- Year started: 2010; 16 years ago
- First published: 10 August 2011; 14 years ago
- Latest version: 3.2.0 19 September 2025; 8 months ago
- Website: openapis.org

= OpenAPI Specification =

Specification for machine-readable interface files

The OpenAPI Specification (OAS), previously known as the Swagger Specification, is a specification for a machine-readable interface definition language for describing, producing, consuming and visualizing web services. Originally developed to support the Swagger framework, it became a separate project in 2015, overseen by the OpenAPI Initiative, an open-source collaboration project of the Linux Foundation.

An OpenAPI Description (OAD) represents a formal description of an API that tools can use to generate code, documentation, test cases, and more.

==History==

Logo of the OpenAPI Initiative, the organization that develops the OpenAPI Specification under the Linux Foundation

Swagger development began in early 2010 by Tony Tam, who was working at online dictionary company Wordnik.

In March 2015, SmartBear Software acquired the open-source Swagger API specification from Reverb Technologies, Wordnik's parent company.

In November 2015, SmartBear announced that it was donating the Swagger specification to a new organization called the OpenAPI Initiative, under the sponsorship of the Linux Foundation. Other founding member companies included 3scale, Apigee, Capital One, Google, IBM, Intuit, Microsoft, PayPal, and Restlet.

On 1 January 2016, the Swagger specification was renamed the OpenAPI Specification (OAS) and was moved to a new GitHub repository.

===Consolidation of Formats===

Two somewhat similar technologies, MuleSoft's RESTful API Modeling Language (RAML) and Apiary's API Blueprint, had been developed around the same time as what was then still called the Swagger Specification.

The producers of both formats later joined the OpenAPI Initiative: Apiary in 2016 and MuleSoft in 2017. Both have added support for the OAS.

===Version History===

In July 2017, the OpenAPI Initiative released version 3.0.0 of its specification.

In February 2021, the OpenAPI Initiative released version 3.1.0. Major changes in OpenAPI Specification 3.1.0 include JSON schema vocabularies alignment, new top-level elements for describing webhooks that are registered and managed out of band, support for identifying API licenses using the standard SPDX identifier, allowance of descriptions alongside the use of schema references and a change to make the PathItems object optional to simplify creation of reusable libraries of components.
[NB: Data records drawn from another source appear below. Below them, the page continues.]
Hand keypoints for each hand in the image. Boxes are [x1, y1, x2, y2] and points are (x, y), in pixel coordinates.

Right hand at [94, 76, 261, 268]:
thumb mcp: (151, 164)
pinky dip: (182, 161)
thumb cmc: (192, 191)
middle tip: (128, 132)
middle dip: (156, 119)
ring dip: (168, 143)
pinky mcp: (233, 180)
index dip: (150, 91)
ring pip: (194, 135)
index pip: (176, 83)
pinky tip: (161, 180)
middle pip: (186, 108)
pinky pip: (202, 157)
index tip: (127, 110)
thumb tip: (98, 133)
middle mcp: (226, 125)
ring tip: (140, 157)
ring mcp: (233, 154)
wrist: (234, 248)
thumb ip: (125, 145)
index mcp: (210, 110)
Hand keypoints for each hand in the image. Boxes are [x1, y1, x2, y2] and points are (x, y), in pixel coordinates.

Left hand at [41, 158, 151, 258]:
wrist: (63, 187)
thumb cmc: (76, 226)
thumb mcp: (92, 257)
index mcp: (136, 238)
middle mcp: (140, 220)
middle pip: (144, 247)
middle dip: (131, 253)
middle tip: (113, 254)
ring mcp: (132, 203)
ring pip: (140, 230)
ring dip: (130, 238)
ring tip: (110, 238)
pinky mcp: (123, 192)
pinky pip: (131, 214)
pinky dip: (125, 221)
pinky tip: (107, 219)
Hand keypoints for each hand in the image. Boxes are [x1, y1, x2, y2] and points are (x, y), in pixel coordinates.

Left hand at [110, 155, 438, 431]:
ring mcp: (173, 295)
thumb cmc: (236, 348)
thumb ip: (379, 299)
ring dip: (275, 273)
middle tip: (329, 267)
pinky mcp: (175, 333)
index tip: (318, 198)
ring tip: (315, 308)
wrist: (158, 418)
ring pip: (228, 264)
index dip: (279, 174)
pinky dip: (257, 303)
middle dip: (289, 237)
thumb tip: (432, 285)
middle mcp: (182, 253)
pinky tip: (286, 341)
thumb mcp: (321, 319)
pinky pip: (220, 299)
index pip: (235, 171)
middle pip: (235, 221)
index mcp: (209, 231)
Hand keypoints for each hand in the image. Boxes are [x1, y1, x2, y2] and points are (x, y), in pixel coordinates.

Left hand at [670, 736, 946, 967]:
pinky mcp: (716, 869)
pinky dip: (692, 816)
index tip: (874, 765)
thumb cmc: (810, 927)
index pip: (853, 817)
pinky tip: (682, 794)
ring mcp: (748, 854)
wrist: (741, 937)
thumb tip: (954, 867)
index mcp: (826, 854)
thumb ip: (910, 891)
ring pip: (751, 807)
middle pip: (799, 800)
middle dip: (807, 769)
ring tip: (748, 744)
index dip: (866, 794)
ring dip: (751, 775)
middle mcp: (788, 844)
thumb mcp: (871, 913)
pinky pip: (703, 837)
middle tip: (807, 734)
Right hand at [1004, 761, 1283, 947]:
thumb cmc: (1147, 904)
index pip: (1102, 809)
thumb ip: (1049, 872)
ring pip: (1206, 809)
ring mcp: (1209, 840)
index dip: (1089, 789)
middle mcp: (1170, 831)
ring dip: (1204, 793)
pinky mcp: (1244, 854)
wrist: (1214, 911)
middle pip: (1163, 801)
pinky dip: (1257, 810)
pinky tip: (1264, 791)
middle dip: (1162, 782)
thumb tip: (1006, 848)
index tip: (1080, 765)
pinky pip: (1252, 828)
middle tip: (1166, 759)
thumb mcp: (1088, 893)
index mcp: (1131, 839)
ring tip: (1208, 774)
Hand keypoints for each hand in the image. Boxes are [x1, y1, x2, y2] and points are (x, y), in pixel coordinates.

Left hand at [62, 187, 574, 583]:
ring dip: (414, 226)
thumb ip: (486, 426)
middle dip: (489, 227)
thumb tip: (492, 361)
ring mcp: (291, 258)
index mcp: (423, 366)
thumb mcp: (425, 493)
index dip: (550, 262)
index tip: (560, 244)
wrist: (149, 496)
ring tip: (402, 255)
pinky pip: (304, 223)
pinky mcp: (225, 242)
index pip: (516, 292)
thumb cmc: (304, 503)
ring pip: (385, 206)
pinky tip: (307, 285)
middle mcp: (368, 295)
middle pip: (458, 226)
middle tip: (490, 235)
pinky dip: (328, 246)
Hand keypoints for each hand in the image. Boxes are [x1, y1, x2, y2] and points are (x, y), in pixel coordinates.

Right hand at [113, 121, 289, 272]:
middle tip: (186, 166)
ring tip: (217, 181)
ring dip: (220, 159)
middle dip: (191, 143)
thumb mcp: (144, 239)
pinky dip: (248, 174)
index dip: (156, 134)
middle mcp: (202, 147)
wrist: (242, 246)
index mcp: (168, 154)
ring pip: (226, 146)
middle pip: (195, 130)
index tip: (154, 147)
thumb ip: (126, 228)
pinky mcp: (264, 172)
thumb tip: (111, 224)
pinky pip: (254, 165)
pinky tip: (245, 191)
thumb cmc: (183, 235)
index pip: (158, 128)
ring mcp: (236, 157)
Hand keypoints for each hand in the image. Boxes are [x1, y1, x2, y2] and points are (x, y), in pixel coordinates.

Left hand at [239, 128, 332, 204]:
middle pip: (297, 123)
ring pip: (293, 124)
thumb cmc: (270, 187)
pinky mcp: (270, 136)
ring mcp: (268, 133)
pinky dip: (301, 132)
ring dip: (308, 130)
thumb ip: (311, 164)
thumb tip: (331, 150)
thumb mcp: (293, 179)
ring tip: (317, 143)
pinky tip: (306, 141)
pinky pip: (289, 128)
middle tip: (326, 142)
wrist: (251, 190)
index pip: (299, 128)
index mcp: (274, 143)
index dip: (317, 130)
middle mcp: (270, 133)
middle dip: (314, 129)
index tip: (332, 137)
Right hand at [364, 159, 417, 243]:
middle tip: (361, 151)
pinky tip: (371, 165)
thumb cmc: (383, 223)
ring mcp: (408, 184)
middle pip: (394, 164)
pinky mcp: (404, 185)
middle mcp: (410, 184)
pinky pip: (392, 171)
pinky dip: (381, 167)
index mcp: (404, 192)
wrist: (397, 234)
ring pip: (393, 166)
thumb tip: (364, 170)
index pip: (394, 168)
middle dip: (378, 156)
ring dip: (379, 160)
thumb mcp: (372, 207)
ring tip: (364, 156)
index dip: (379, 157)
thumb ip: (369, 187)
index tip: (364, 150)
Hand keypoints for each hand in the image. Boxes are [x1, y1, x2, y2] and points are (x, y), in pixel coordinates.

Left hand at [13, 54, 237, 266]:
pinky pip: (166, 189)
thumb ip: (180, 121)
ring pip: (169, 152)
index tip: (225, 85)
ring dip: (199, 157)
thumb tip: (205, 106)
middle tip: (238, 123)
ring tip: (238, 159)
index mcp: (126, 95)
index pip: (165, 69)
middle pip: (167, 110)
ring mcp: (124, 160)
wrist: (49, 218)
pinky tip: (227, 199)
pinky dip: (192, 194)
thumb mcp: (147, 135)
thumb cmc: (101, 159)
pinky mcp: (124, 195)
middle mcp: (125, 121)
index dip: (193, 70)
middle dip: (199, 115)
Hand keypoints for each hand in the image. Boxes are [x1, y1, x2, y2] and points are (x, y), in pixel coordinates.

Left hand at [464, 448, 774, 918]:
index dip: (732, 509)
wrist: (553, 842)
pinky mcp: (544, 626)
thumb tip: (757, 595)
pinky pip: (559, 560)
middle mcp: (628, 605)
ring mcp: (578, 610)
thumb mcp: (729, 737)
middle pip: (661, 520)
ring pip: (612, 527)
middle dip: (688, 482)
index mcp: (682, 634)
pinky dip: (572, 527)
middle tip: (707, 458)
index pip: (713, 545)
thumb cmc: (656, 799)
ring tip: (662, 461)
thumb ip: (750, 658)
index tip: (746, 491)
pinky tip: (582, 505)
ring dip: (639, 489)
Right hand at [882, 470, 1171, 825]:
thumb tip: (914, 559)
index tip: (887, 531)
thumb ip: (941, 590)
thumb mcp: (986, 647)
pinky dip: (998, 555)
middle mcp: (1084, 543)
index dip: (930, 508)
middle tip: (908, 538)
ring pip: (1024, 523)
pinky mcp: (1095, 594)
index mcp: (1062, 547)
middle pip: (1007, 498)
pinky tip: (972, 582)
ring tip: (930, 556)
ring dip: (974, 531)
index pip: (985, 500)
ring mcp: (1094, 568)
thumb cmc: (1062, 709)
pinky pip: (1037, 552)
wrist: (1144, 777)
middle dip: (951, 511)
In September 2025, the OpenAPI Initiative released version 3.2.0 of the OAS. Notable features include structured tags, first-class streaming media type support, support for arbitrary HTTP methods, clearer example semantics for serializations, OAuth2 device flow and metadata enhancements, and clarified path templating and routing semantics.

====Release dates====

| Version | Date | Notes |
|---|---|---|
| 3.2.0 | 2025-09-19 | Release of the OpenAPI Specification 3.2.0 |
| 3.1.2 | 2025-09-19 | Patch release of the OpenAPI Specification 3.1.2 |
| 3.1.1 | 2024-10-24 | Patch release of the OpenAPI Specification 3.1.1 |
| 3.1.0 | 2021-02-15 | Release of the OpenAPI Specification 3.1.0 |
| 3.0.4 | 2024-10-24 | Patch release of the OpenAPI Specification 3.0.4 |
| 3.0.3 | 2020-02-20 | Patch release of the OpenAPI Specification 3.0.3 |
| 3.0.2 | 2018-10-08 | Patch release of the OpenAPI Specification 3.0.2 |
| 3.0.1 | 2017-12-06 | Patch release of the OpenAPI Specification 3.0.1 |
| 3.0.0 | 2017-07-26 | Release of the OpenAPI Specification 3.0.0 |
| 2.0 | 2014-09-08 | Release of Swagger 2.0 |
| 1.2 | 2014-03-14 | Initial release of the formal document |
| 1.1 | 2012-08-22 | Release of Swagger 1.1 |
| 1.0 | 2011-08-10 | First release of the Swagger Specification |

==Usage==
The OAS describes the format for OpenAPI Descriptions (OADs), which can be used by a variety of applications, libraries, and tools.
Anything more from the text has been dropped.